Compare DSLRs to Point and Shoot Cameras

Amateur photographers have easy access to a variety of quality photographic equipment. These range from simple “point-and-shoot” cameras to more advanced Digital Single Lens Reflex (DSLR) cameras. There is a wide range of equipment available, but the prices can vary greatly. Hobbyist photographers should carefully consider whether upgrading to a DLSR or just a cross-over is the right decision. Understanding the differences between these cameras is essential in making that decision. Also, consider whether the upgrade in your photographic capabilities is necessary.

1. The Sensor:

DSLR cameras are equipped with a larger sensor than point-and-shoots. This allows for more light to be captured and provides more precise data. Images will have much better quality. Mega-pixels should not be confused with sensor size. A DSLR that has the same megapixel rating of a point and shoot will produce better quality images due to the larger sensor size. This means that images can be printed in larger sizes. Point and shoot cameras can print pictures at 8×10 inches. An excellent point-and-shoot camera is sufficient for image resolution unless you have higher photographic goals.

2. Lenses.

This is an easy and obvious task.

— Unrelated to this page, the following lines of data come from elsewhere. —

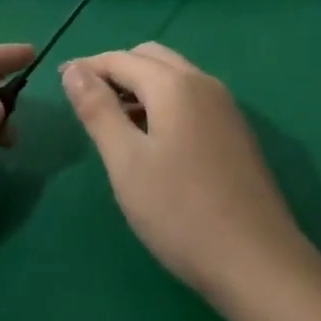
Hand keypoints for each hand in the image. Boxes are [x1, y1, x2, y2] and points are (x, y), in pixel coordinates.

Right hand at [62, 43, 311, 302]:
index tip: (61, 83)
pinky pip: (192, 99)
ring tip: (116, 124)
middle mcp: (203, 83)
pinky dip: (165, 103)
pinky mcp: (236, 132)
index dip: (88, 66)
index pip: (121, 58)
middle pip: (151, 58)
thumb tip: (74, 70)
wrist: (258, 262)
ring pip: (174, 77)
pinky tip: (155, 142)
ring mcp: (226, 107)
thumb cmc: (181, 212)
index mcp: (175, 84)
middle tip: (89, 103)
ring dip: (141, 87)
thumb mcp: (126, 162)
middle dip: (117, 71)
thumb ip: (97, 110)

Many mirrorless cameras don’t have the ability to switch between standard wide-angle, zoom, and telephoto lenses. The lack of lens capability can lead to technical problems that render an image unusable commercially. Digital zoom is one example of such a tool. It can never be an alternative to optical zoom.

3. Program settings.

Point-and-shoot cameras give the user limited control over shutter speed and aperture size. Instead, they offer “macro,” ‘landscape’ or “sport” modes. These settings are great for casual users, but they limit your creative options. Professionals are able to control shutter speed and aperture size with a DSLR. If you are serious about photography, it is a good idea to learn how to use a DSLR.

4. Exposure Control.

Point and shoot cameras only offer limited creative control, as we have already mentioned. The same applies to exposure. The camera will adjust the ISO automatically to achieve the perfect balance between the highlights and the shadows. Noise can be a problem and may cause image quality to suffer if it is used for commercial purposes. ISO control should be a goal for semi-professional photographers and those above.

The gap between the DSLR camera and the point and shoot will be closing over time as photographic technology continues to improve. These are the main differences between the two cameras at the moment. Professional photographers will often carry a more affordable, easier-to-use camera. However, significantly few professional photographers will consider a DSLR becoming obsolete in digital photography.